MIAVAC Praderas, pastor Leonardo Montes Salazar
Acapulco, Guerrero
Como Iglesia hemos tomado el reto de ir y predicar el evangelio a toda criatura. Como pastor, tengo claro el llamado de Dios, y junto con mi esposa Cleofás, llevamos el poderoso evangelio de Cristo que transforma vidas y que cambia hasta al más duro pecador.
Dios nos llevó a sembrar Su palabra a los niños a través de los folletos, Dios conoce mi nombre y Dios me ama.
Colocamos una lona en una vivienda y estuvimos compartiendo el evangelio con gran entusiasmo a niños, adolescentes, jóvenes y adultos. Les explicamos que Cristo por amor a nosotros vino, se entregó y murió para pagar por nuestros pecados, pero resucitó, Él no se quedó en la tumba, vivo está a la mano derecha de Dios el Padre.
La iglesia se encuentra muy gozosa en proclamar esta gran verdad y los niños con ese corazón inocente aceptaron las enseñanzas.





También compartimos otros folletos a los adultos: Esperanza en la Crisis. Caminamos por las calles visitando las casas, tocando puertas y compartiendo la Palabra de Dios. Nada impidió que cumpliéramos con lo que nos propusimos, predicar el evangelio y que el Reino de Dios extendido hasta lo último de la tierra.

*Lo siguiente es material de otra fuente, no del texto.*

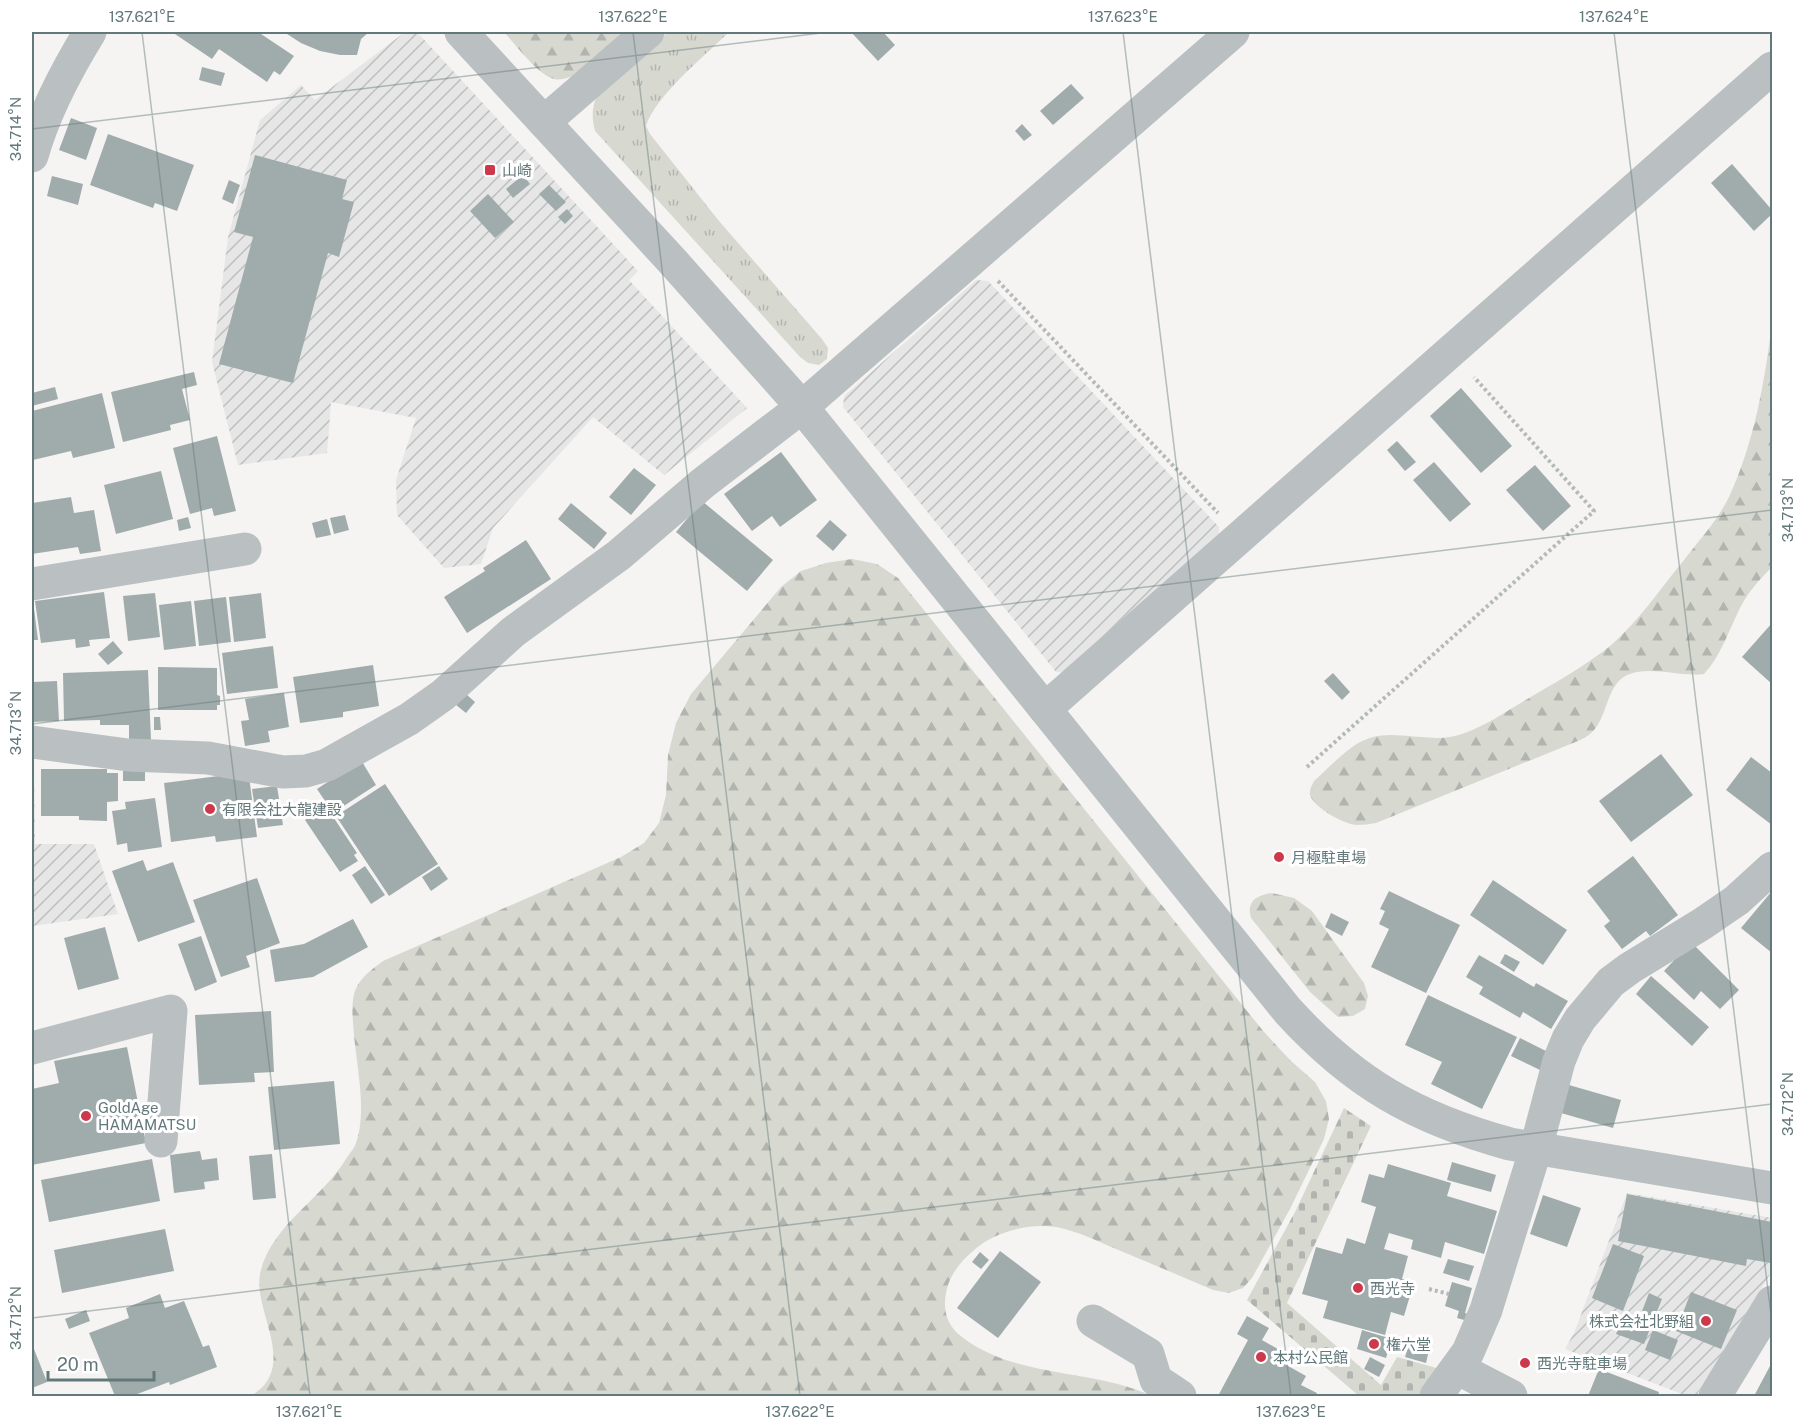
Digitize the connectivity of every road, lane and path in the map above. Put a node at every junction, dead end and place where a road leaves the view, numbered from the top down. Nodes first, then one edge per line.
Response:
1 (88, 32) edge
2 (461, 32) edge
3 (648, 32) edge
4 (1233, 32) edge
5 (1773, 68) edge
6 (544, 122) junction
7 (32, 156) edge
8 (975, 256) junction
9 (1451, 351) junction
10 (802, 407) junction
11 (1240, 537) junction
12 (245, 549) dead end
13 (32, 584) edge
14 (1045, 709) junction
15 (32, 742) edge
16 (1307, 767) dead end
17 (1773, 868) edge
18 (32, 1048) edge
19 (161, 1141) dead end
20 (1536, 1149) junction
21 (1773, 1188) edge
22 (1429, 1289) dead end
23 (1449, 1294) dead end
24 (1773, 1302) edge
25 (1093, 1321) dead end
26 (1457, 1368) junction
27 (1180, 1396) edge
28 (1436, 1396) edge
29 (1511, 1396) edge
30 (1715, 1396) edge

1 - 7 street
2 - 6 street
3 - 6 street
4 - 8 street
5 - 9 street
6 - 10 street
8 - 10 street
8 - 11 path
9 - 11 street
9 - 16 path
10 - 14 street
10 - 15 street
11 - 14 street
12 - 13 street
14 - 20 street
17 - 20 street
18 - 19 street
20 - 21 street
20 - 26 street
22 - 23 path
24 - 30 street
25 - 27 street
26 - 28 street
26 - 29 street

Bajo los árboles frescos, en medio de un clima caluroso, compartimos más folletos. Hubo personas que recibieron a Cristo como su Salvador y también oramos por otras más.
Seguiremos adelante con esos discípulos de Cristo, predicando el mensaje de salvación. La mies a la verdad es mucha y los obreros pocos.